PROVIDED INFORMATION: Begin

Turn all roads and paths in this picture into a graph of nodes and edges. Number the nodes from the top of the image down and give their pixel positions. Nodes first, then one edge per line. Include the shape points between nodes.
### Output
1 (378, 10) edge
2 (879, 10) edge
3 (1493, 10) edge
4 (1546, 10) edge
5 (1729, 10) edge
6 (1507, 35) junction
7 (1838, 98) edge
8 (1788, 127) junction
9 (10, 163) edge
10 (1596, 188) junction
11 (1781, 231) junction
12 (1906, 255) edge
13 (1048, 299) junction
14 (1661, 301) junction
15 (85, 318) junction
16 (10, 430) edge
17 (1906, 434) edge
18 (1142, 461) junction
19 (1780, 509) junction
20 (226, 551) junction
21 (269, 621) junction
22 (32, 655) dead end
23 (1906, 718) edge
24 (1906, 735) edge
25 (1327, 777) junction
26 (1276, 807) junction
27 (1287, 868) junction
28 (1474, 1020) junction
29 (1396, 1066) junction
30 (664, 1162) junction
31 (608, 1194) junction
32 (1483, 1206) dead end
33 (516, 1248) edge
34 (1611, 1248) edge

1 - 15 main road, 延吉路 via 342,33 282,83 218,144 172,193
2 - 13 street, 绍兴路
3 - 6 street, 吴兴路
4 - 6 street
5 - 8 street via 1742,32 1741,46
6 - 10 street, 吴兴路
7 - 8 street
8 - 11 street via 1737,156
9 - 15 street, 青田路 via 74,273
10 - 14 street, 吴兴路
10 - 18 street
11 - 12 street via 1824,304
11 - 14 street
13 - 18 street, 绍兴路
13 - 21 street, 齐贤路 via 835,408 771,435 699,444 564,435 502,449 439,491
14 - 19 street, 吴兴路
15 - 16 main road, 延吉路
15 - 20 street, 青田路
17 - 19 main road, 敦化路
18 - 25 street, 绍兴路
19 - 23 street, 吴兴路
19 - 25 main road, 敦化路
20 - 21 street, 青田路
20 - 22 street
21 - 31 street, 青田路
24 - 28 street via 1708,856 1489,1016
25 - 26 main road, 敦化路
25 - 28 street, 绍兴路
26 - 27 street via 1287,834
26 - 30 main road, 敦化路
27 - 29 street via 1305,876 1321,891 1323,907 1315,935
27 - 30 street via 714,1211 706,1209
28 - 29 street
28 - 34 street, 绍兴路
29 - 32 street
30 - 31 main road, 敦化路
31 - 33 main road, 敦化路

PROVIDED INFORMATION: End

ASSIGNED TASK: Scan the entries above and show each line that contains the word "dead".

SOLUTION:
22 (32, 655) dead end
32 (1483, 1206) dead end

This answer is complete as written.